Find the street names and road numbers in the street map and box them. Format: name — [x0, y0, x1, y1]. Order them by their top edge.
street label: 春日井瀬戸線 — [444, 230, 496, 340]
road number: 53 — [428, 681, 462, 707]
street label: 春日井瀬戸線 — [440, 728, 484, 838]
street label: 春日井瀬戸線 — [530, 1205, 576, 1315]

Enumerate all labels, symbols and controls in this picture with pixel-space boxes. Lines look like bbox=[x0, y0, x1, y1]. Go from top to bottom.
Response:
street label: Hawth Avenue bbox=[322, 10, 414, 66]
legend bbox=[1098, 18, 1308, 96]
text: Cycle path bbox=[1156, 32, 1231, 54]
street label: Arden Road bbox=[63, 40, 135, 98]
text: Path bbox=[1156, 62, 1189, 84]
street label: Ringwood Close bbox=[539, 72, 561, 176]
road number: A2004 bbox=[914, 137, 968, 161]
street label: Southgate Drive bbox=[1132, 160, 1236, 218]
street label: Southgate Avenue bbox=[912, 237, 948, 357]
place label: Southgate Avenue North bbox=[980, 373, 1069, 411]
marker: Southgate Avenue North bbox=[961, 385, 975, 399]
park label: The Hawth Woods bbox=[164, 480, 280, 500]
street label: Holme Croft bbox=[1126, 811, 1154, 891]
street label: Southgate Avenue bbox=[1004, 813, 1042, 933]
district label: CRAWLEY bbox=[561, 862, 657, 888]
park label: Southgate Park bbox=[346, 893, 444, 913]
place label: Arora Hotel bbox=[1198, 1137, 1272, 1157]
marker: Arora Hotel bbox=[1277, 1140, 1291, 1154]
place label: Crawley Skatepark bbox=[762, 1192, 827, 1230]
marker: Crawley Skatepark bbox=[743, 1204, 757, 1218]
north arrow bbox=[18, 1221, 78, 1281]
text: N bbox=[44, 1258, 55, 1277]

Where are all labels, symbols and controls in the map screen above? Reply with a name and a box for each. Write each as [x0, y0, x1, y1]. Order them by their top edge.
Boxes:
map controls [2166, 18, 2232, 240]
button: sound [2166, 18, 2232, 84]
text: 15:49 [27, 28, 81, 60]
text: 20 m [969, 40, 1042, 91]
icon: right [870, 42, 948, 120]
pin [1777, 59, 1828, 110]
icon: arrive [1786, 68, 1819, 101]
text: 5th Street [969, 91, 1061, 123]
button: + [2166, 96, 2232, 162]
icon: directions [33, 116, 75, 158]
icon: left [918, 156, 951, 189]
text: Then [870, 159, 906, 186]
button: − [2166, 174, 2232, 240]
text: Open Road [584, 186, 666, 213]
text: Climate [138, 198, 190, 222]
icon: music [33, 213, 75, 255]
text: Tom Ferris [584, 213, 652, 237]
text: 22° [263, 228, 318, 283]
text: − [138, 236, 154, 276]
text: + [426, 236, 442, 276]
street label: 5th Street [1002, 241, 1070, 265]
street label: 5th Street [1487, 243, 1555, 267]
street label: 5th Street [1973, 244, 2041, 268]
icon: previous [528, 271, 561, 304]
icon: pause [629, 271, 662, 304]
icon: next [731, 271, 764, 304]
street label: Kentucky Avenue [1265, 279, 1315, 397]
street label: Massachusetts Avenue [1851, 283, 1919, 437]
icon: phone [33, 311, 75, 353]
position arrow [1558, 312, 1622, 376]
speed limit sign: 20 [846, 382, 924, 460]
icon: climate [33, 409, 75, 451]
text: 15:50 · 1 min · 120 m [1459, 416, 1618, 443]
+--
**WHAT IS EXPECTED**
Return every line in the listing that contains the word "symbols".

**OUTPUT OF THE EXERCISE**
Enumerate all labels, symbols and controls in this picture with pixel-space boxes. Lines look like bbox=[x0, y0, x1, y1]. Go from top to bottom.
Where are all labels, symbols and controls in the map screen above? Reply with a name and a box for each. Write each as [x0, y0, x1, y1]. Order them by their top edge.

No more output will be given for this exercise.